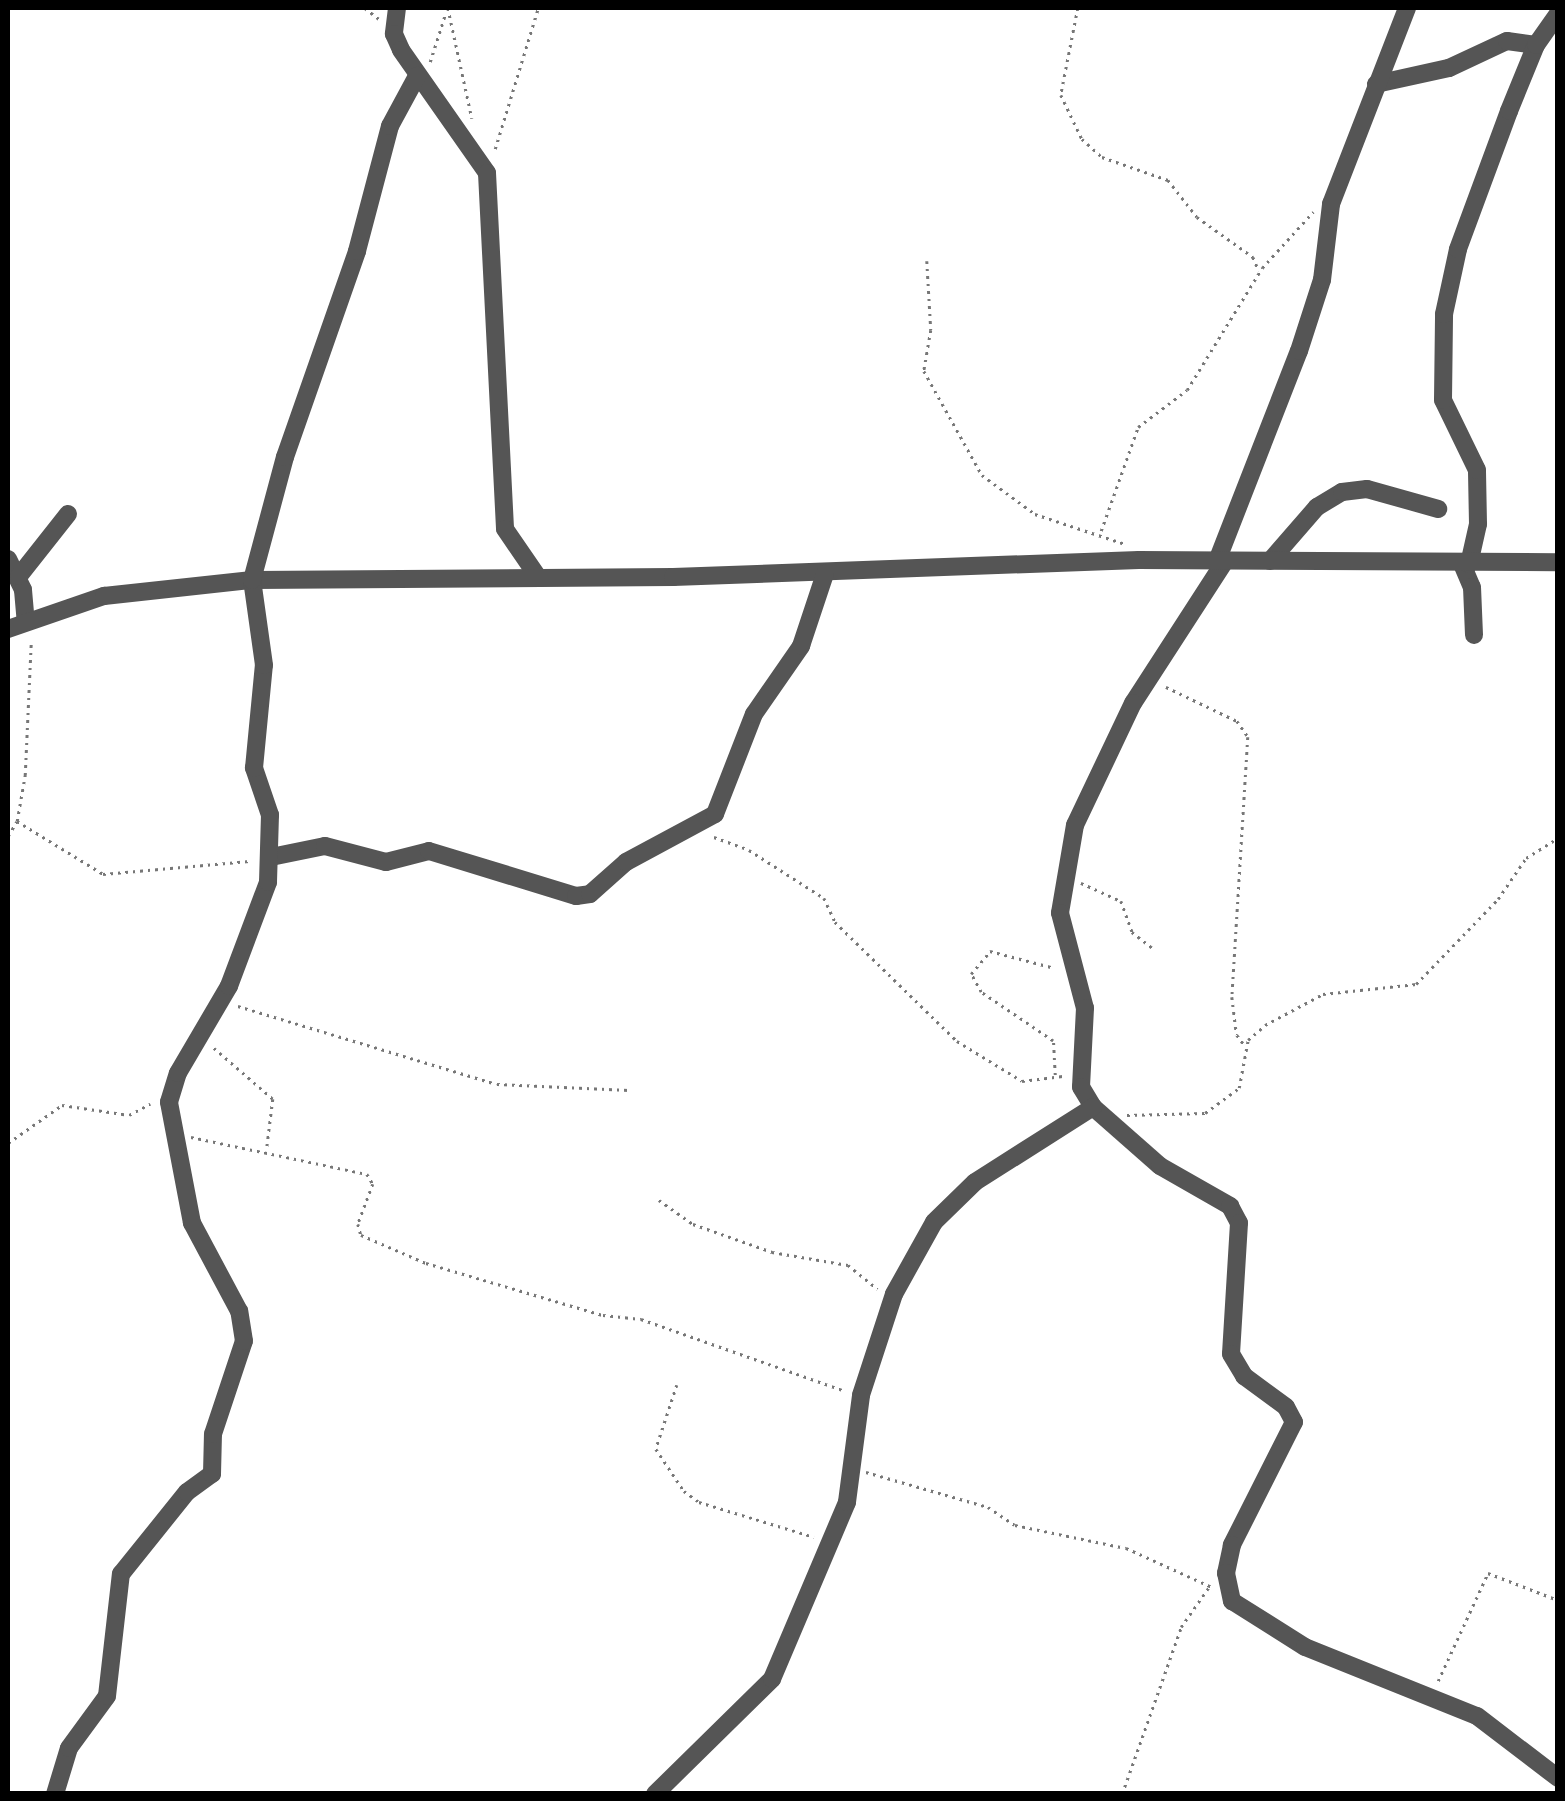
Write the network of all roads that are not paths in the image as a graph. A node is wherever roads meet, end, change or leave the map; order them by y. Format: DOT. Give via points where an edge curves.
graph roads {
  1 [pos="397,8"];
  2 [pos="1407,8"];
  3 [pos="1558,14"];
  4 [pos="1536,45"];
  5 [pos="419,79"];
  6 [pos="1376,84"];
  7 [pos="1438,509"];
  8 [pos="68,514"];
  9 [pos="8,560"];
  10 [pos="1221,561"];
  11 [pos="1270,561"];
  12 [pos="1558,562"];
  13 [pos="1465,564"];
  14 [pos="825,574"];
  15 [pos="19,576"];
  16 [pos="538,577"];
  17 [pos="252,580"];
  18 [pos="26,622"];
  19 [pos="8,629"];
  20 [pos="1474,634"];
  21 [pos="272,857"];
  22 [pos="1093,1107"];
  23 [pos="1558,1778"];
  24 [pos="55,1794"];
  25 [pos="655,1794"];
  1 -- 5 [label="street" via="394,34"];
  2 -- 6 [label="street"];
  3 -- 4 [label="street"];
  4 -- 6 [label="street" via="1507,42 1449,68"];
  4 -- 13 [label="street" via="1458,249 1444,314 1444,400 1478,470 1478,524"];
  5 -- 16 [label="street" via="488,173 504,529"];
  5 -- 17 [label="street" via="390,126 358,251 285,458"];
  6 -- 10 [label="street" via="1331,204 1322,280 1299,352"];
  7 -- 11 [label="street" via="1368,489 1342,492 1316,507"];
  8 -- 15 [label="street"];
  9 -- 15 [label="street"];
  10 -- 11 [label="street"];
  10 -- 14 [label="street"];
  10 -- 22 [label="street" via="1146,679 1087,790 1065,869 1062,935 1086,1008 1079,1073"];
  11 -- 13 [label="street"];
  12 -- 13 [label="street"];
  13 -- 20 [label="street"];
  14 -- 16 [label="street"];
  14 -- 21 [label="street" via="801,646 754,714 721,804 585,896 429,851 386,862 326,846"];
  15 -- 18 [label="street"];
  16 -- 17 [label="street"];
  17 -- 18 [label="street" via="104,596"];
  17 -- 21 [label="street" via="264,665 254,768 270,814"];
  18 -- 19 [label="street"];
  21 -- 24 [label="street" via="259,915 222,1000 172,1088 170,1135 192,1223 239,1312 244,1341 213,1434 214,1471 120,1574 107,1696 69,1748"];
  22 -- 23 [label="street" via="1175,1179 1236,1214 1231,1354 1244,1376 1286,1407 1294,1422 1232,1545 1219,1589 1240,1611 1305,1647 1486,1722"];
  22 -- 25 [label="street" via="951,1200 894,1294 861,1395 854,1468 772,1679"];
}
****
* What needs to be done: Retype the entries word for word. Omit any images.

* Reply to the exercise:
Write the network of all roads that are not paths in the image as a graph. A node is wherever roads meet, end, change or leave the map; order them by y. Format: DOT. Give via points where an edge curves.
graph roads {
  1 [pos="397,8"];
  2 [pos="1407,8"];
  3 [pos="1558,14"];
  4 [pos="1536,45"];
  5 [pos="419,79"];
  6 [pos="1376,84"];
  7 [pos="1438,509"];
  8 [pos="68,514"];
  9 [pos="8,560"];
  10 [pos="1221,561"];
  11 [pos="1270,561"];
  12 [pos="1558,562"];
  13 [pos="1465,564"];
  14 [pos="825,574"];
  15 [pos="19,576"];
  16 [pos="538,577"];
  17 [pos="252,580"];
  18 [pos="26,622"];
  19 [pos="8,629"];
  20 [pos="1474,634"];
  21 [pos="272,857"];
  22 [pos="1093,1107"];
  23 [pos="1558,1778"];
  24 [pos="55,1794"];
  25 [pos="655,1794"];
  1 -- 5 [label="street" via="394,34"];
  2 -- 6 [label="street"];
  3 -- 4 [label="street"];
  4 -- 6 [label="street" via="1507,42 1449,68"];
  4 -- 13 [label="street" via="1458,249 1444,314 1444,400 1478,470 1478,524"];
  5 -- 16 [label="street" via="488,173 504,529"];
  5 -- 17 [label="street" via="390,126 358,251 285,458"];
  6 -- 10 [label="street" via="1331,204 1322,280 1299,352"];
  7 -- 11 [label="street" via="1368,489 1342,492 1316,507"];
  8 -- 15 [label="street"];
  9 -- 15 [label="street"];
  10 -- 11 [label="street"];
  10 -- 14 [label="street"];
  10 -- 22 [label="street" via="1146,679 1087,790 1065,869 1062,935 1086,1008 1079,1073"];
  11 -- 13 [label="street"];
  12 -- 13 [label="street"];
  13 -- 20 [label="street"];
  14 -- 16 [label="street"];
  14 -- 21 [label="street" via="801,646 754,714 721,804 585,896 429,851 386,862 326,846"];
  15 -- 18 [label="street"];
  16 -- 17 [label="street"];
  17 -- 18 [label="street" via="104,596"];
  17 -- 21 [label="street" via="264,665 254,768 270,814"];
  18 -- 19 [label="street"];
  21 -- 24 [label="street" via="259,915 222,1000 172,1088 170,1135 192,1223 239,1312 244,1341 213,1434 214,1471 120,1574 107,1696 69,1748"];
  22 -- 23 [label="street" via="1175,1179 1236,1214 1231,1354 1244,1376 1286,1407 1294,1422 1232,1545 1219,1589 1240,1611 1305,1647 1486,1722"];
  22 -- 25 [label="street" via="951,1200 894,1294 861,1395 854,1468 772,1679"];
}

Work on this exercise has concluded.